Durante cerca de vinte anos tive a felicidade de sentir a atenção de tão nobre 
entidade do mundo espiritual piedosamente voltada para mim, inspirando-me um dia, 
aconselhando-me em outro, enxugando-me as lágrimas nos momentos decisivos em que 
renúncias dolorosas se impuseram como resgates indispensáveis ao levantamento de 
minha consciência, engolfada ainda no opróbrio das conseqüências de um suicídio em 
existência pregressa. 
E durante vinte anos convivi, por assim dizer, com esse Irmão venerável cujas 
lições povoaram minha alma de consolações e esperanças, cujos conselhos procurei 
sempre pôr em prática, e que hoje como nunca, quando a existência já declina para o seu 
ocaso, fala-me mais ternamente ainda, no segredo do recinto humílimo onde estas linhas 
são escritas! 
Dentre os numerosos Espíritos de suicidas com quem mantive intercâmbio através 
das faculdades mediúnicas de que disponho, um se destacou pela assiduidade e simpatia 
com que sempre me honrou, e, principalmente, pelo nome glorioso que deixou na 
literatura em língua portuguesa, pois tratava-se de romancista fecundo e talentoso, senhor 
de cultura tão vasta que até hoje de mim mesma indago a razão por que me distinguiria 
com tanta afeição se, obscura, trazendo bagagem intelectual reduzidíssima, somente 
possuía para oferecer ao seu peregrino saber, como instrumentação, o coração 
respeitoso e a firmeza na aceitação da Doutrina, porquanto, por aquele tempo, nem 
mesmo cultura doutrinária eficiente eu possuía! 
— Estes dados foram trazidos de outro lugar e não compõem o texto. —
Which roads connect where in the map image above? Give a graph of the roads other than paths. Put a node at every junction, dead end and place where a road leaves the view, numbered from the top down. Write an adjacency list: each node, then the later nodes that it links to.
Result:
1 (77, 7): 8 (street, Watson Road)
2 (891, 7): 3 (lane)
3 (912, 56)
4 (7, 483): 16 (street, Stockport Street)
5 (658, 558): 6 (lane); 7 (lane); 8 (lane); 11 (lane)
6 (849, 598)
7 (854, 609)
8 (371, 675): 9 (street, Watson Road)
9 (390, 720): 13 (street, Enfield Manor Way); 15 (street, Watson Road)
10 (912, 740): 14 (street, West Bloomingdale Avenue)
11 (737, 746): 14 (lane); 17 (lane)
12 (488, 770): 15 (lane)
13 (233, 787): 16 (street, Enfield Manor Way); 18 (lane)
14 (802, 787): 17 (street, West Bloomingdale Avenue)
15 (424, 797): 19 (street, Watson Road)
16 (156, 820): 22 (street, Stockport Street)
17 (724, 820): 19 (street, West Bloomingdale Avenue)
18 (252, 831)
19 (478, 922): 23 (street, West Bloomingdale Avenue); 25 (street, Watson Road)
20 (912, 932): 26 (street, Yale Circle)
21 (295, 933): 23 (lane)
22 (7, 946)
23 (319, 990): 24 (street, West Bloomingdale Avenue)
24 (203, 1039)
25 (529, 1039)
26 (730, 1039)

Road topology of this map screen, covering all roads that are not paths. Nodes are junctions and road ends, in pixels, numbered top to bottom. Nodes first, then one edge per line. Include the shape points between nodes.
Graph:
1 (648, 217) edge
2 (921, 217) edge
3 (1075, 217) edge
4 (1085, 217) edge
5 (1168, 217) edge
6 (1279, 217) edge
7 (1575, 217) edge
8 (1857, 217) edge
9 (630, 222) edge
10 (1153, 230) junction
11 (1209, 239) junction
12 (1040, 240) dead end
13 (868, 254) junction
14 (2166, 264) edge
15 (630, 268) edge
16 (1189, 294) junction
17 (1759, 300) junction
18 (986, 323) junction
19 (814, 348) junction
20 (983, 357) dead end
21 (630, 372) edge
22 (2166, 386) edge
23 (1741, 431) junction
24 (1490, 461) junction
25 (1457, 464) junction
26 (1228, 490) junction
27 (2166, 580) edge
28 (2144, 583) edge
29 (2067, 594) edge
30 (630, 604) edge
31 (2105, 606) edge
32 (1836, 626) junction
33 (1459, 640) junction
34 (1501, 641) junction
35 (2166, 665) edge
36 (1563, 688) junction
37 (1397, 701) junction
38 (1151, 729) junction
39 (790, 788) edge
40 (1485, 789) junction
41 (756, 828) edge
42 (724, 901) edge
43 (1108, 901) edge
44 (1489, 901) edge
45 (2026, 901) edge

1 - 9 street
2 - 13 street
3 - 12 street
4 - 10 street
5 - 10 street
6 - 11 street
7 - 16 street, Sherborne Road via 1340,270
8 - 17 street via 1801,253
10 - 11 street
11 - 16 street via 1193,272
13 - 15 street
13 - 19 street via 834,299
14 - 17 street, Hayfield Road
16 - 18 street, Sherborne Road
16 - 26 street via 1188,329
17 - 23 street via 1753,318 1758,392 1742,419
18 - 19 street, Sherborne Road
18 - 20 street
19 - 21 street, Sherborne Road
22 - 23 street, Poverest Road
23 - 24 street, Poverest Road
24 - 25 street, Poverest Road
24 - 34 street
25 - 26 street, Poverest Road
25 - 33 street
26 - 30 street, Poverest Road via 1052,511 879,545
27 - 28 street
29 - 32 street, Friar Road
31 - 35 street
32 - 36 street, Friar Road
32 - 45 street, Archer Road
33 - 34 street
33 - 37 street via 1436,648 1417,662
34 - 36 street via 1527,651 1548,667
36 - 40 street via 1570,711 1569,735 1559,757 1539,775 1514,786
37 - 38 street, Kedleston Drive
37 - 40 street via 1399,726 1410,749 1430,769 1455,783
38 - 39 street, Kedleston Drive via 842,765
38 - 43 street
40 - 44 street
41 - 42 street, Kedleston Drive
Chamar-lhe-emos nestas páginas - Camilo Cândido Botelho, contrariando, 
todavia, seus próprios desejos de ser mencionado com a verdadeira identidade. Esse 
nobre Espírito, a quem poderosas correntes afetivas espirituais me ligavam, 
freqüentemente se tornava visível, satisfeito por se sentir bem querido e aceito. Até o ano 
de 1926, porém, só muito superficialmente ouvira falar em seu nome. Não lhe conhecia 
sequer a bagagem literária, copiosa e erudita. 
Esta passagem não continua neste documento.